Pedro no deseaba que su hija odiara a su madre, pero sabía que necesitaría un tiempo para aceptar los cambios y entender lo que había pasado.


Llamó a Hernan mientras iban de camino hacia la empresa de alquiler de coches. Ya lo había llamado antes para contarle que había llegado a un acuerdo con Pamela. Iban a tener custodia compartida de la niña y dividirse el tiempo entre los dos.


Lo principal ahora era volver a la isla de Tango y recoger el barco. Quería mostrarle a su hija dónde había estado y qué había hecho durante los dos años que habían estado separados.


Cuando Hernan contestó al teléfono en su habitación del hotel, notó algo extraño en su voz.


—¿Tienes la cabeza bajo el agua?


—No, no exactamente —respondió Hernan mientras carraspeaba.


—Pues tu voz suena rara, como si te estuvieras ahogando o hubieras estado llorando.


—Si quieres saber la verdad, acabo de pedirle a la mujer que amo que se case conmigo.


Pedro tardó en comprender sus palabras.


—¿Qué?


—Sí, como lo oyes —repuso un feliz Hernan.


—Una sorpresa detrás de otra. Supongo que hablas de Margo.


—Sí. ¿Y sabes que es aún más sorprendente?


—¿Qué puede ser más sorprendente? —preguntó Pedro.


—Ha dicho que sí.


—Eso sí que es difícil de creer.


—¡Eh, no te pases! ¿No crees que me merezco una felicitación?


—¡Felicidades, Hernan! Pensé que este día nunca llegaría.


—Es cuestión de encontrar a la mujer adecuada…


—Bueno, supongo que te has convertido en un experto en la materia —le dijo Pedro.


—No podrás negar que he tenido éxito.


—No, no lo puedo negar.


—Bueno, creo que a ti también te ha ido bien, Pedro.


No tenía que preguntarle para saber que le estaba hablando de Paula.


—Se fue esta tarde. De hecho, supongo que estará a punto de aterrizar en el aeropuerto de Miami. Llegaba en un vuelo desde la República Dominicana.


—Bueno, sí… Muchas gracias, Hernan —le dijo sin convicción.


—No vas a echarle en cara lo del barco, ¿verdad? Porque si lo haces, estás…


—Hernan —lo interrumpió él—. Déjame hablar con Margo.


Segundos después, ella se puso al teléfono.


—¿Sabes en lo que te estás metiendo? —le preguntó Pedro.


—Tengo una ligera idea —repuso ella riendo—. Hernan, estate quieto. ¡Estoy al teléfono! —le pidió a su ya prometido.


—Es un buen hombre, Margo.


—Lo sé —contestó ella emocionada—. ¿Pedro?


—Dime.


—Paula es una buena mujer.


—Bueno, Margo, ahora tengo que irme —repuso con rapidez—. Pero os veo mañana. Y Gaby estará conmigo.


—Tengo muchas ganas de conocerla.


Se despidió de ellos y colgó el teléfono.

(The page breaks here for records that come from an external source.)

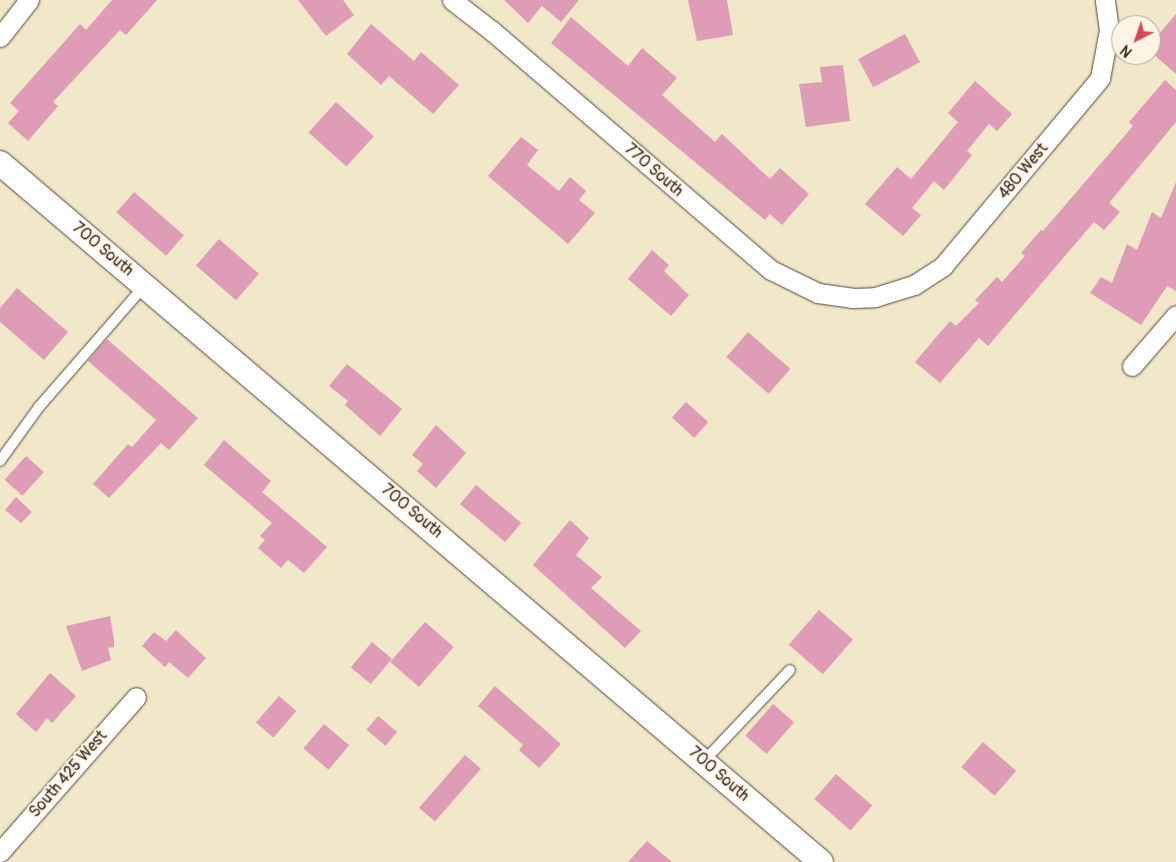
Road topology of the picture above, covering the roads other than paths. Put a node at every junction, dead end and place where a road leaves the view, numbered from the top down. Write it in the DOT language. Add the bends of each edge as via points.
graph roads {
  1 [pos="29,0"];
  2 [pos="452,0"];
  3 [pos="1105,0"];
  4 [pos="0,37"];
  5 [pos="0,163"];
  6 [pos="145,285"];
  7 [pos="875,297"];
  8 [pos="1176,315"];
  9 [pos="1132,366"];
  10 [pos="0,461"];
  11 [pos="790,670"];
  12 [pos="136,697"];
  13 [pos="704,761"];
  14 [pos="0,852"];
  15 [pos="822,862"];
  1 -- 4 [label="street"];
  2 -- 7 [label="street, 770 South" via="771,270 818,293"];
  3 -- 7 [label="street, 480 West" via="1109,30 1100,78 943,266 914,285"];
  5 -- 6 [label="street, 700 South"];
  6 -- 10 [label="lane" via="38,407"];
  6 -- 13 [label="street, 700 South"];
  8 -- 9 [label="street"];
  11 -- 13 [label="lane"];
  12 -- 14 [label="street, South 425 West"];
  13 -- 15 [label="street, 700 South"];
}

Gaby le pasó una cartulina en la que había pintado una familia de conejitos. El papá conejo tenía las orejas demasiado grandes. La mamá coneja tenía los pies de distinto tamaño. Uno muy pequeño, otro normal. Los bebés tenían hocicos que eran demasiado grandes para sus cabezas. No pudo evitar sonreír con ternura.


—Es precioso, cariño —le dijo a su hija—. Gracias.


—No están muy bien dibujados —se disculpó ella.


Pero Pedro notó que se sentía muy orgullosa al ver que a él le había gustado el dibujo. Y era así, no se lo había dicho para no ofenderla.


Miró de nuevo el dibujo de su hija y se dio cuenta de que no tenía que ser perfecto para ser insustituible. Eso lo hizo acordarse de una persona que no podía quitarse de la cabeza por mucho que lo intentara.


Miró su reloj. El autobús acababa de dejarlos frente a la empresa de alquiler de coches. Tomó la mano de Gaby y fue deprisa hacia las escalerillas.


—Conozco a alguien que es una artista, como tú. Al menos eso he oído. Si nos damos prisa, creo que llegaremos a tiempo de verla. Me gustaría mucho que la conocieras.